To facilitate managing trainable hyperparameters, I am looking for a way to create a class Hyperparameter that acts both as a nn.Parameter and a nn.Module. In particular, I would like to use Hyperparameter objects both as a nn.Parameter (e.g. for algebraic manipulations) but still have access to the interface provided by nn.Module to for example store the objects in a nn.ModuleDict along with other modules or use methods like zero_grad(), parameters().
I tried to accomplish this through multiple inheritance but I think this might be dangerous:
import torch
class Hyperparameter(torch.nn.Parameter, torch.nn.Module):
def __new__(cls, tensor, name):
return torch.nn.Parameter.__new__(cls, data=tensor)

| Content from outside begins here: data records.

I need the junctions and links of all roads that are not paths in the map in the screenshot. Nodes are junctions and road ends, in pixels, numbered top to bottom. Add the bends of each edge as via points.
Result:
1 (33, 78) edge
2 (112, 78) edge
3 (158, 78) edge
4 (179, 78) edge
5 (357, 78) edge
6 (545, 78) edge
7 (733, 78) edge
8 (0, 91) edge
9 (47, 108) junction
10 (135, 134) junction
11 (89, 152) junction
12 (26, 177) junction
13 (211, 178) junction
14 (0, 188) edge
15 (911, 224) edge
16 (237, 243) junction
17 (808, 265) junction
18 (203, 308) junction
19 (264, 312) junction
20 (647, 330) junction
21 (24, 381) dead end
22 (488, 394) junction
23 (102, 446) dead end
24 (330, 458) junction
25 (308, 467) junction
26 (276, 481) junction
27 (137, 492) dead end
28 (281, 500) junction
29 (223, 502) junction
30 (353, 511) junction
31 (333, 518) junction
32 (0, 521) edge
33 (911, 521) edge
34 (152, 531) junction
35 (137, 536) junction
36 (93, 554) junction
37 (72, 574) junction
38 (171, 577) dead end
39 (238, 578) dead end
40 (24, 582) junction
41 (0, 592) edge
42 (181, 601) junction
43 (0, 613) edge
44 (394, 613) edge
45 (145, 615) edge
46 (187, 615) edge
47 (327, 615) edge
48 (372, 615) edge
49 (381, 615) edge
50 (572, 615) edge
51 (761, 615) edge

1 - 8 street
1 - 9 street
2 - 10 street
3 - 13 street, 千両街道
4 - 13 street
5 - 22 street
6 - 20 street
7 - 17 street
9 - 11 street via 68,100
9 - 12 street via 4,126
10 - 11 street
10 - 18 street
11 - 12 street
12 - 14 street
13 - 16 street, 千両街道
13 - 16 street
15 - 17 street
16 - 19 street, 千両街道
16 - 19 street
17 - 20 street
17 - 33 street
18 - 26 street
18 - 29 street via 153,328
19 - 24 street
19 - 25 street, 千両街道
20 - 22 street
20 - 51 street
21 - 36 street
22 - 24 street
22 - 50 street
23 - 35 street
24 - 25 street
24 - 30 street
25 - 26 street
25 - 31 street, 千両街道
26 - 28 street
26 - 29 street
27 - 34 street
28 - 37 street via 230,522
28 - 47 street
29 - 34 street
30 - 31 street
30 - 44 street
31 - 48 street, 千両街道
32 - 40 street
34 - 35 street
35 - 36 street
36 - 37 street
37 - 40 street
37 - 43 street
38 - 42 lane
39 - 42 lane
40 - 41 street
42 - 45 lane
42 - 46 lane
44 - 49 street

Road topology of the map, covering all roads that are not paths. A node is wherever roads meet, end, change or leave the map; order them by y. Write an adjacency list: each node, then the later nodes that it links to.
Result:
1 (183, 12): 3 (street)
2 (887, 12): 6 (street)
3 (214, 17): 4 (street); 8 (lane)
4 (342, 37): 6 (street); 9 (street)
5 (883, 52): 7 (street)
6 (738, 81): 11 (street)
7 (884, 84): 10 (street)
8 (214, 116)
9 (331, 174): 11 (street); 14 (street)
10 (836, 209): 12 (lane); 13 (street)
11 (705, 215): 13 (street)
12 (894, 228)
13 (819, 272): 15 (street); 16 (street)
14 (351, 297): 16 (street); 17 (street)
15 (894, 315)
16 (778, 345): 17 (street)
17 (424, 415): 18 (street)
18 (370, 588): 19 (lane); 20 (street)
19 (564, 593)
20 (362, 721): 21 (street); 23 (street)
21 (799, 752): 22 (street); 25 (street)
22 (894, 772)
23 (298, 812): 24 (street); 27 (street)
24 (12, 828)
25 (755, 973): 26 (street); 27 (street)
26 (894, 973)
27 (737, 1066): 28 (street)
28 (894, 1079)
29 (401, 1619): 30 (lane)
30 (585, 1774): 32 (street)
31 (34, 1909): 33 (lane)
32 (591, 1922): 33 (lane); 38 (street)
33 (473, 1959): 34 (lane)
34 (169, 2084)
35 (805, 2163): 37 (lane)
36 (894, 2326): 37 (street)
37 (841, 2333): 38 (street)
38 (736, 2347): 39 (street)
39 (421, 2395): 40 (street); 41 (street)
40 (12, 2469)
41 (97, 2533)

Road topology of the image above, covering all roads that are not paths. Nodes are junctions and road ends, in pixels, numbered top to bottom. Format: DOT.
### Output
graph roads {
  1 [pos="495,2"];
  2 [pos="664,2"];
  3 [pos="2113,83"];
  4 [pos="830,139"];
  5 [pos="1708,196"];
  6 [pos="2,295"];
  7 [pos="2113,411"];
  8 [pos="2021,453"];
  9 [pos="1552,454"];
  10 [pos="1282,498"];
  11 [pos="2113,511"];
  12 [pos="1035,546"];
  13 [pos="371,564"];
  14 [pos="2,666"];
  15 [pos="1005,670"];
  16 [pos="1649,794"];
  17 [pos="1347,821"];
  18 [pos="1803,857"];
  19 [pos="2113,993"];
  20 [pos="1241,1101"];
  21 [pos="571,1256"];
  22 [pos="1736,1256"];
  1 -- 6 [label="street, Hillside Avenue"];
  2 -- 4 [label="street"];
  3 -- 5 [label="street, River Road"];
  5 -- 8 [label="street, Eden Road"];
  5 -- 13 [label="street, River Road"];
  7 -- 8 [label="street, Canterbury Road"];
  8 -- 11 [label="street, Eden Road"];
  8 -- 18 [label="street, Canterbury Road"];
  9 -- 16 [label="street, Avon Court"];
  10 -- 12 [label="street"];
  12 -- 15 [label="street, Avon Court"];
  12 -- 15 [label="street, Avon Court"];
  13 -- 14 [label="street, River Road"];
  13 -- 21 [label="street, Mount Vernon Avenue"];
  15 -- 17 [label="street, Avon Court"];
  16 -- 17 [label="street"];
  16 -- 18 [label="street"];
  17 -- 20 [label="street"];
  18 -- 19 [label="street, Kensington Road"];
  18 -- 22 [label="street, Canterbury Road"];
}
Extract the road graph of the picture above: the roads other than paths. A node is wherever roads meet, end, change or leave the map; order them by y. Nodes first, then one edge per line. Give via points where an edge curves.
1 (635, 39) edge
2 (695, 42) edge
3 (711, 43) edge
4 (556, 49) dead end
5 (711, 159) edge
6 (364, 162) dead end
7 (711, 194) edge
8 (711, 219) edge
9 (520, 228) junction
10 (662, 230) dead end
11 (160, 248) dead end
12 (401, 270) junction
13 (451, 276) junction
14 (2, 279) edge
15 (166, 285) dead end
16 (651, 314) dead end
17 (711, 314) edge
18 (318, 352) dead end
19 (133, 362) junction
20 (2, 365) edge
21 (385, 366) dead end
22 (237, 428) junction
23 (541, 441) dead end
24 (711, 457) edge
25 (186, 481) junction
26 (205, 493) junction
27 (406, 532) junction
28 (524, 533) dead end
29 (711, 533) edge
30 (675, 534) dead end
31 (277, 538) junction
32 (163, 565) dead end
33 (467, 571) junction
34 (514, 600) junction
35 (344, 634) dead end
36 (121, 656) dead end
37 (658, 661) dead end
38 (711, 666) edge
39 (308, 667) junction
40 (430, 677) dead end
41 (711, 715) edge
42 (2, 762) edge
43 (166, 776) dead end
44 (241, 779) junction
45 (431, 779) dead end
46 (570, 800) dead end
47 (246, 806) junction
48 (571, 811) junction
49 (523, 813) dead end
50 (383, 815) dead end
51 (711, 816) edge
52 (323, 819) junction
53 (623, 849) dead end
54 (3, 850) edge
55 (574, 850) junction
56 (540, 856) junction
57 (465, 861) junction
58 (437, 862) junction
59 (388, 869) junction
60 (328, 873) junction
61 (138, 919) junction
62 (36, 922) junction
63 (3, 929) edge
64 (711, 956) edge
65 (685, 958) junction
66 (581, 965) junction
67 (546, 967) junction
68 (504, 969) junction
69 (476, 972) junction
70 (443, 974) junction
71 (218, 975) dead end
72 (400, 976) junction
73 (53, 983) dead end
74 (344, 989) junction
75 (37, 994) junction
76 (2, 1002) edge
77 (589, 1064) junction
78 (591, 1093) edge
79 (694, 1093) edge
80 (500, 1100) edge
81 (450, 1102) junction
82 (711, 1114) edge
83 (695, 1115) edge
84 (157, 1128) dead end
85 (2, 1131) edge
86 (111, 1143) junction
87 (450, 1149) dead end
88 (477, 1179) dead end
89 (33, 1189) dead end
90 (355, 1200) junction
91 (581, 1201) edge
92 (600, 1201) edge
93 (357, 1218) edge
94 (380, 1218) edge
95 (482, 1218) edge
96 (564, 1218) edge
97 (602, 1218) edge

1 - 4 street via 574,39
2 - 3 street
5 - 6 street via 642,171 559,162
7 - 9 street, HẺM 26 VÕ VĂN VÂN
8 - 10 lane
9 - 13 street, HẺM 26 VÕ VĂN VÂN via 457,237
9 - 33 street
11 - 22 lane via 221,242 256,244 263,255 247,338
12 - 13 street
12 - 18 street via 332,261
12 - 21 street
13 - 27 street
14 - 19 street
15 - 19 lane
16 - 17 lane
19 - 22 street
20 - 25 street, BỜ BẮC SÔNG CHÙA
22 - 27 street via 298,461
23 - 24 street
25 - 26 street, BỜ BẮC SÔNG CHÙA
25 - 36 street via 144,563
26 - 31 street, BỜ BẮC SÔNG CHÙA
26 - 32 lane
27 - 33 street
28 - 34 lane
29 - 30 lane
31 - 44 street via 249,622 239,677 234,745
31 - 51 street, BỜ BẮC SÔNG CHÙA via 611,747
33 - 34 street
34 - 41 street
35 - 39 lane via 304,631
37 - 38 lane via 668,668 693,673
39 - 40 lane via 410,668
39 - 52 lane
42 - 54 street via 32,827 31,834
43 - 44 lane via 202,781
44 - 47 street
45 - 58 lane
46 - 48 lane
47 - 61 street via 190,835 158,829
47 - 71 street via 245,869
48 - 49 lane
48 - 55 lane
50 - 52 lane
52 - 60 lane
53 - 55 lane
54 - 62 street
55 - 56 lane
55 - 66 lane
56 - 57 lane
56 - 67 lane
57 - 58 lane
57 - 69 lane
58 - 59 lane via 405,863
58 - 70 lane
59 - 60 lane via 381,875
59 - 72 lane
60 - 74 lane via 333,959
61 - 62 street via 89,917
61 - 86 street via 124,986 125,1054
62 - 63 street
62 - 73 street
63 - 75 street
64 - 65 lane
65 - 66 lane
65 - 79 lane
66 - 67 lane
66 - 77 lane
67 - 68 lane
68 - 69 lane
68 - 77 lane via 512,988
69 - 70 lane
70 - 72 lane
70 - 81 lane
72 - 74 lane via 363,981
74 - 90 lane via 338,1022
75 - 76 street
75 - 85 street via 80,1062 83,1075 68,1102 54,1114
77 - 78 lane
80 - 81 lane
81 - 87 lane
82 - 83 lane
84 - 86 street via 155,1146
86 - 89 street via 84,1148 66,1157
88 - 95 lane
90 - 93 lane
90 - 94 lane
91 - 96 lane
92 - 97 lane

def __init__(self, tensor, name):
torch.nn.Parameter.__init__(self)
torch.nn.Module.__init__(self)
self.register_parameter(name, self)
hp1 = Hyperparameter(torch.ones(5), "test1")
hp2 = Hyperparameter(torch.ones(8), "test2")
hp_dict = torch.nn.ModuleDict({"hp1": hp1, "hp2": hp2})
hp_dict.to(torch.device("cpu"))
# KeyError: "attribute 'data' already exists"
This works for the things I described, but calling to() throws an error. I think something is no longer as nn.Module expects it to be, but I am not sure what it is.